Old School Relationships in the Digital Age: Technology and digital communication have drastically changed how we interact with each other. While the convenient and fast virtual connections may help increase our efficiency, the depth and quality of our connections may be suffering.
Let’s be intentional about the type of relationships we want to cultivate and nurture:
When possible, invest the time to meet in person.
Practice active listening. Really listen with an open mind and heart.
Be kind with your words. Unintentional choice of words still harms. Be thoughtful.
Written words are efficient but spoken words filled with tone, rhythm, flow, and laughter can change the trajectory of someone’s day and even their life.
Tough conversations build humility, patience, understanding, and bridges.
Work-Life Harmony: Work-life balance is not real. It is impossible to sustainably maintain the perfect balance between work and life. Instead, practice intentionality in creating and nurturing harmony among all the important things in our lives beyond just work and life: school, kids, passion, hobbies, friends, volunteering, etc. When you are intentional about maintaining a greater harmony with many elements, you intrinsically understand the give-and-take aspect built into nature. Sometimes you have to invest more into work, sometimes you focus more at home. Sometimes you set aside special time for yourself to live out your passion, and sometimes you enroll in a program that will enlighten you. You prioritize people, activities, and events that are aligned with your purpose in life.

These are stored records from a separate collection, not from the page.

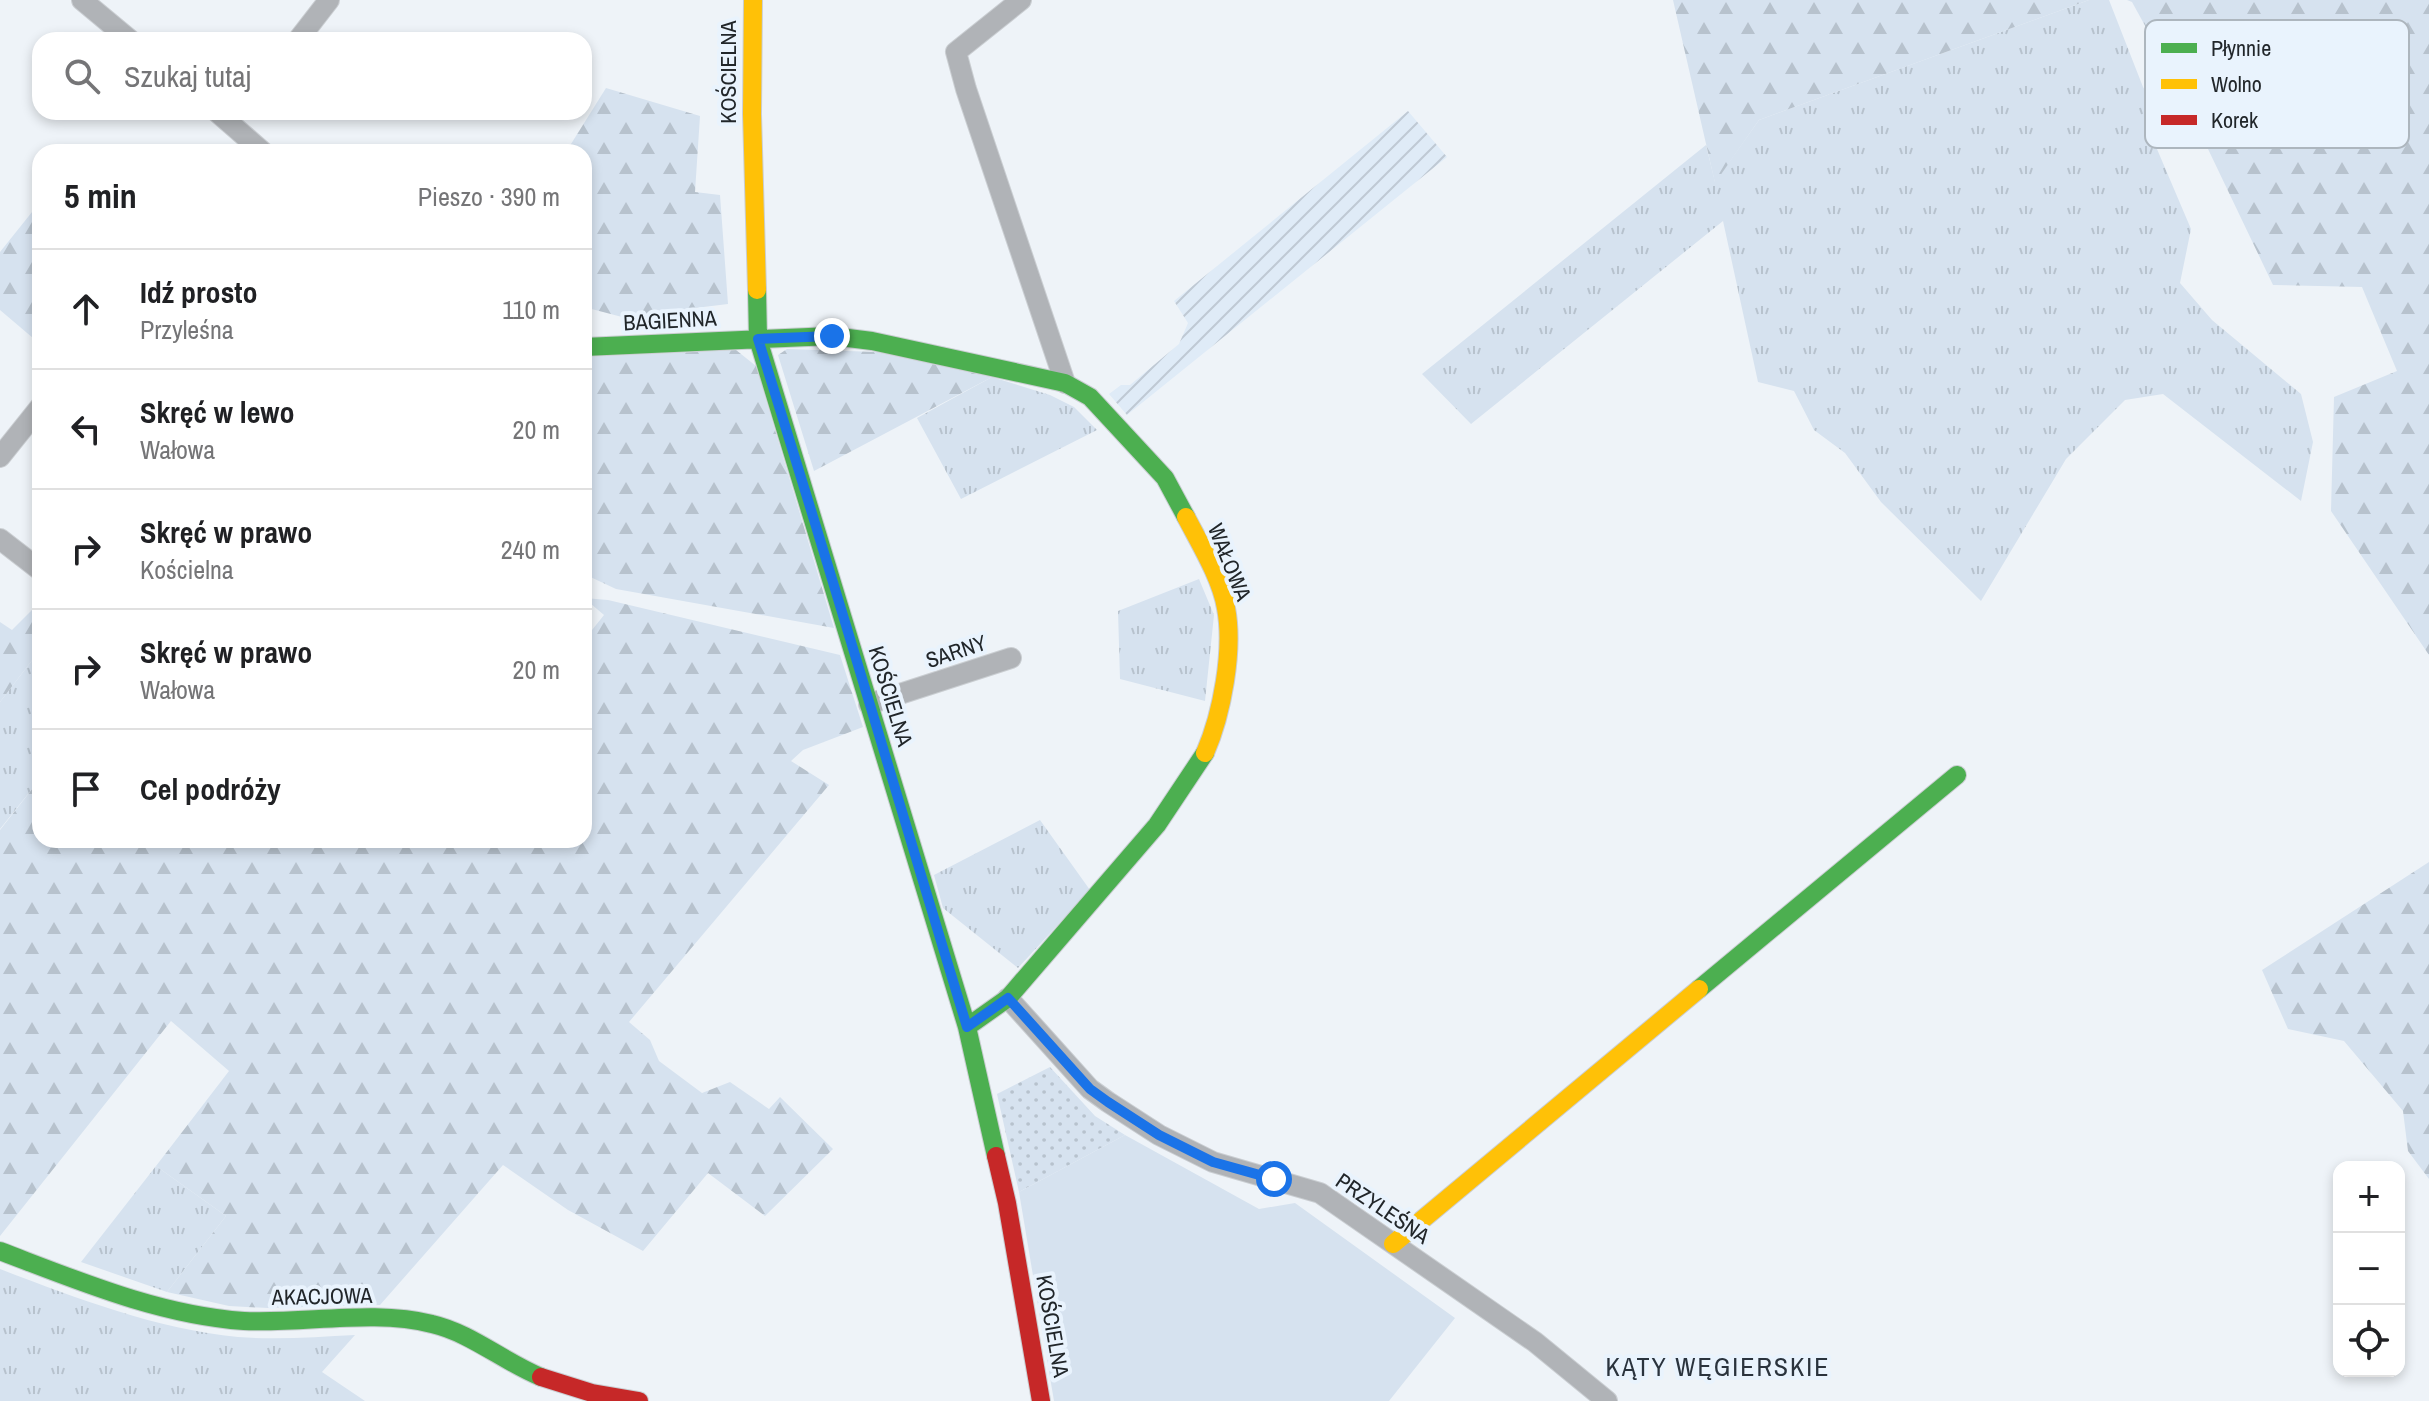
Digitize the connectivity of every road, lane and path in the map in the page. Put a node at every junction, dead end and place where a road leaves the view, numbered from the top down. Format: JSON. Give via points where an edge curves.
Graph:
{"nodes":[{"id":1,"x":82,"y":0,"type":"edge"},
{"id":2,"x":329,"y":0,"type":"edge"},
{"id":3,"x":753,"y":0,"type":"edge"},
{"id":4,"x":1021,"y":0,"type":"edge"},
{"id":5,"x":120,"y":32,"type":"edge"},
{"id":6,"x":304,"y":32,"type":"edge"},
{"id":7,"x":234,"y":120,"type":"edge"},
{"id":8,"x":256,"y":144,"type":"edge"},
{"id":9,"x":758,"y":339,"type":"junction"},
{"id":10,"x":592,"y":347,"type":"edge"},
{"id":11,"x":1065,"y":383,"type":"junction"},
{"id":12,"x":32,"y":417,"type":"edge"},
{"id":13,"x":0,"y":457,"type":"edge"},
{"id":14,"x":0,"y":539,"type":"edge"},
{"id":15,"x":32,"y":564,"type":"edge"},
{"id":16,"x":1011,"y":658,"type":"dead end"},
{"id":17,"x":869,"y":704,"type":"junction"},
{"id":18,"x":1957,"y":775,"type":"dead end"},
{"id":19,"x":1008,"y":998,"type":"junction"},
{"id":20,"x":967,"y":1027,"type":"junction"},
{"id":21,"x":1393,"y":1244,"type":"junction"},
{"id":22,"x":0,"y":1251,"type":"edge"},
{"id":23,"x":639,"y":1401,"type":"edge"},
{"id":24,"x":1041,"y":1401,"type":"edge"},
{"id":25,"x":1607,"y":1401,"type":"edge"}],
"edges":[{"from":1,"to":5,"type":"street"},
{"from":2,"to":6,"type":"street"},
{"from":3,"to":9,"type":"street","name":"KOŚCIELNA"},
{"from":4,"to":11,"type":"street","via":[[956,52]]},
{"from":7,"to":8,"type":"street"},
{"from":9,"to":10,"type":"street","name":"BAGIENNA"},
{"from":9,"to":11,"type":"street","name":"WAŁOWA","via":[[832,336],[872,341]]},
{"from":9,"to":17,"type":"street","name":"KOŚCIELNA"},
{"from":11,"to":19,"type":"street","name":"WAŁOWA","via":[[1090,397],[1165,478],[1208,560],[1226,607],[1223,690],[1202,760],[1171,805]]},
{"from":12,"to":13,"type":"street"},
{"from":14,"to":15,"type":"street"},
{"from":16,"to":17,"type":"street","name":"SARNY"},
{"from":17,"to":20,"type":"street","name":"KOŚCIELNA"},
{"from":18,"to":21,"type":"street"},
{"from":19,"to":20,"type":"street","name":"WAŁOWA"},
{"from":19,"to":21,"type":"street","name":"PRZYLEŚNA","via":[[1090,1089],[1159,1135],[1213,1162],[1320,1193]]},
{"from":20,"to":24,"type":"street","name":"KOŚCIELNA","via":[[1007,1203]]},
{"from":21,"to":25,"type":"street","name":"PRZYLEŚNA","via":[[1535,1342]]},
{"from":22,"to":23,"type":"street","name":"AKACJOWA","via":[[113,1292],[225,1319],[406,1319],[438,1325],[564,1387]]}]}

When you are intentionally investing your time in actions you have mindfully chosen, you gain an elevated level of understanding to lead your life. This will also help you get out of the daily grind of sweating the small stuff.
By using a psychological lens to examine the concepts of practicing intentionality, being consumed, and how they may show up in your daily life, I hope you gained valuable insights into how you can navigate through your beliefs, thoughts, emotions, and behaviors to live intentionally aligned to your purpose in life. The various theories from positive psychology, cognitive psychology, and motivation theory may equip you with a comprehensive understanding to avoid being consumed and practice intentionality.
As we lead ourselves, families, team members, students, and staff through the changing complexities of modern life, let us strive for intentionality. Empowering ourselves with intentionality in our beliefs, decisions, and actions will lead us to live a purposeful life with meaning, happiness, and fulfillment.
What one intentional decision or action will you make today?